Más ambiguas y hasta paradójicas son otras dos expresiones: “cuéntame algo” y “¡no me cuentes!”. En el caso de “cuéntame algo”, puede tener un evidente sentido literal que demanda el relato de algún evento de interés o relevancia, pero también es usada entre nosotros como expresión de asombro que busca motivar al interlocutor para que opine o se pronuncie sobre aquello que escucha: “Le dije que me abriera la puerta y no me hizo caso. ‘¡Cuéntame algo!’”.
Más contrastivo es el efecto del “no me cuentes”, pues quien recurre a la frase no reniega del relato que escucha, sino todo lo contrario: demuestra interés particular en el asunto, con un matiz de incredulidad. Y para rematar, también es frase que puede ser usada sarcásticamente por quien carece de interés en un asunto específico.
Por último, y en un grado máximo de vaciamiento semántico, tenemos una fórmula que se ha convertido prácticamente en un saludo entre nosotros los cubanos: “¡¿qué se cuenta!?”.

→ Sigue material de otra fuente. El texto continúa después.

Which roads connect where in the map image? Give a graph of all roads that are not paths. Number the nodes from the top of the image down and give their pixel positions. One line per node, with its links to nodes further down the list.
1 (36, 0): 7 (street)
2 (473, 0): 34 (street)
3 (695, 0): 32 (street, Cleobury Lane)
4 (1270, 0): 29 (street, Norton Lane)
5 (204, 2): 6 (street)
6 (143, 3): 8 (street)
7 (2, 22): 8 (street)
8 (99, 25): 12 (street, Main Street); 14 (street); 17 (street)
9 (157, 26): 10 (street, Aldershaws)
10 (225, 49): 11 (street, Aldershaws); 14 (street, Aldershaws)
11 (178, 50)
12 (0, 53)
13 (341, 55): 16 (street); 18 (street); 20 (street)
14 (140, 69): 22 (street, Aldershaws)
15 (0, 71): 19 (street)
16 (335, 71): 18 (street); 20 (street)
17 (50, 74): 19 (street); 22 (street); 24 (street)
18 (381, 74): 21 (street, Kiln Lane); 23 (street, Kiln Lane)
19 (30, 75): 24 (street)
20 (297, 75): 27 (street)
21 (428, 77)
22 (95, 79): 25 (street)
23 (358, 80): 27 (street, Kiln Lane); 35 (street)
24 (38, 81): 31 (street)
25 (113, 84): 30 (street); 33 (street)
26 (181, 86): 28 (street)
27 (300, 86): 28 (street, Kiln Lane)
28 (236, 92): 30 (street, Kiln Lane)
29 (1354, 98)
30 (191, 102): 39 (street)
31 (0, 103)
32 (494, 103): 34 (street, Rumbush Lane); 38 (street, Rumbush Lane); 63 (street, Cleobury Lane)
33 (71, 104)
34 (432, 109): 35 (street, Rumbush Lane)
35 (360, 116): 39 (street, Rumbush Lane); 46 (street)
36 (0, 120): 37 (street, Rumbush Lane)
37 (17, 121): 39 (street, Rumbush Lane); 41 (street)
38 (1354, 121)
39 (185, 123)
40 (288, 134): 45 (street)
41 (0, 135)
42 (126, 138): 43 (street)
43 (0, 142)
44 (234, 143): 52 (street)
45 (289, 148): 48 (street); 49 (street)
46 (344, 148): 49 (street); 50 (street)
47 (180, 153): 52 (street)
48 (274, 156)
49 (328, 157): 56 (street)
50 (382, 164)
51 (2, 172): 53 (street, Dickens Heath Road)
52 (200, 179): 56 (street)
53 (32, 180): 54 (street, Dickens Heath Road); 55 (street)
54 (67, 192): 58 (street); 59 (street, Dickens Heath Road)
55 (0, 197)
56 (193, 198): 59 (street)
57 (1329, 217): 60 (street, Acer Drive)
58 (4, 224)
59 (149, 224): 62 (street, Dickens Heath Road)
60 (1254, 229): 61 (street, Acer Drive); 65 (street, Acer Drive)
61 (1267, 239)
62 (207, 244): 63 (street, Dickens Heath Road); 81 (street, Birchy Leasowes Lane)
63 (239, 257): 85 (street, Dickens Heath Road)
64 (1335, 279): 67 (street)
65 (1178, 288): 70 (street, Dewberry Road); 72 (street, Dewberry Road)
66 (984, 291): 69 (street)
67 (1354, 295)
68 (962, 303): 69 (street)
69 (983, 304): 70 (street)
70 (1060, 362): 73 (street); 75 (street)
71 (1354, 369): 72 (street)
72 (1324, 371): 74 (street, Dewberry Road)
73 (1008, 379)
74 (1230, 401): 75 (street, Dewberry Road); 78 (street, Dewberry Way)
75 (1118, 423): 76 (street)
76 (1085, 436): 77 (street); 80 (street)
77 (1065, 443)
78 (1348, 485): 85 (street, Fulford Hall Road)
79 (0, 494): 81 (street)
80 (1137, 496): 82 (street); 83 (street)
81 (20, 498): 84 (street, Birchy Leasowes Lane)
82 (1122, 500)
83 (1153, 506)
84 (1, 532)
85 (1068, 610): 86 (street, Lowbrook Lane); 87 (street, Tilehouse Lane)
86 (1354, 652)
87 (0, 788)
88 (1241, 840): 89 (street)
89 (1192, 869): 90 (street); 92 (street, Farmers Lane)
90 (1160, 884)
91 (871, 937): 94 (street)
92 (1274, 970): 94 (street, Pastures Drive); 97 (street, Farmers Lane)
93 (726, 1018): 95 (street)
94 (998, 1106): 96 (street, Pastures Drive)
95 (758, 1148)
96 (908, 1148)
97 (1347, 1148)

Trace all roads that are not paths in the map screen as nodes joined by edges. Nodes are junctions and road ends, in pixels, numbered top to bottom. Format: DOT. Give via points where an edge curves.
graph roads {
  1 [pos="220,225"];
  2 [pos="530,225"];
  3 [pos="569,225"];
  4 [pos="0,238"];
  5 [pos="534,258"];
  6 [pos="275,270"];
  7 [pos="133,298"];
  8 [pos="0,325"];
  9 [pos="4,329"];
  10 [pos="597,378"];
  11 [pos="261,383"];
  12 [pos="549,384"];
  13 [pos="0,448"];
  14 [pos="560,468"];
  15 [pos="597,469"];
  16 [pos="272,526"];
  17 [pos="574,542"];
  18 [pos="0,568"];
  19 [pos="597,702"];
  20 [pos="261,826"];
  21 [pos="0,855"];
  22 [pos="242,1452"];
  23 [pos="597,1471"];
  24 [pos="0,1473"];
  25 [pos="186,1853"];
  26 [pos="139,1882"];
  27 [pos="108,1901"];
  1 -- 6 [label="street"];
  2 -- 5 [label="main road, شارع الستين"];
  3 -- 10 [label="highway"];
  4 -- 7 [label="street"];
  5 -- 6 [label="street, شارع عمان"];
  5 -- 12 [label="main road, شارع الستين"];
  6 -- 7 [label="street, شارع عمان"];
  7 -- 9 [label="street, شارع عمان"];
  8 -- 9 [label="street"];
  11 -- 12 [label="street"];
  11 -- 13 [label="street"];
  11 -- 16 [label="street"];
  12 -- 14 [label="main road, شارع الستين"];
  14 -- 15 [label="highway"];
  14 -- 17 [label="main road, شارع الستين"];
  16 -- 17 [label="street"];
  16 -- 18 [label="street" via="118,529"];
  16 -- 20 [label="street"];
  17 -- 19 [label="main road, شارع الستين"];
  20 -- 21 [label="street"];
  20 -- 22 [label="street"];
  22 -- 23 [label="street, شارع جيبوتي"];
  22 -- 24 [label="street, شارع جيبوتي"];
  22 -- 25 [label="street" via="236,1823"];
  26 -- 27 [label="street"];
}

De hecho, más que los signos de interrogación, parecen corresponderle los de exclamación. Ante esa frase no necesitamos contar nada, no se nos pide que hagamos una historia. Lo más usual es responder con alguna otra formulación amable y poco precisa: “ahí, tú sabes”, por ejemplo.
El cuento, como variante retórica, ha tenido éxito entre nosotros. Puede decirse que somos expertos cuenteros. Y, mal que bien, aprendemos desde pequeños a lidiar con todo tipo de cuentos. El único que parece no caerle bien a nadie es el cuento que no se hace o no se puede hacer. Si un Fulano o una Mengana, “no hizo el cuento”, pues mal le fue: se le acabó el relato, el discurso, la historia.
Regreso pronto con otro “cuento”.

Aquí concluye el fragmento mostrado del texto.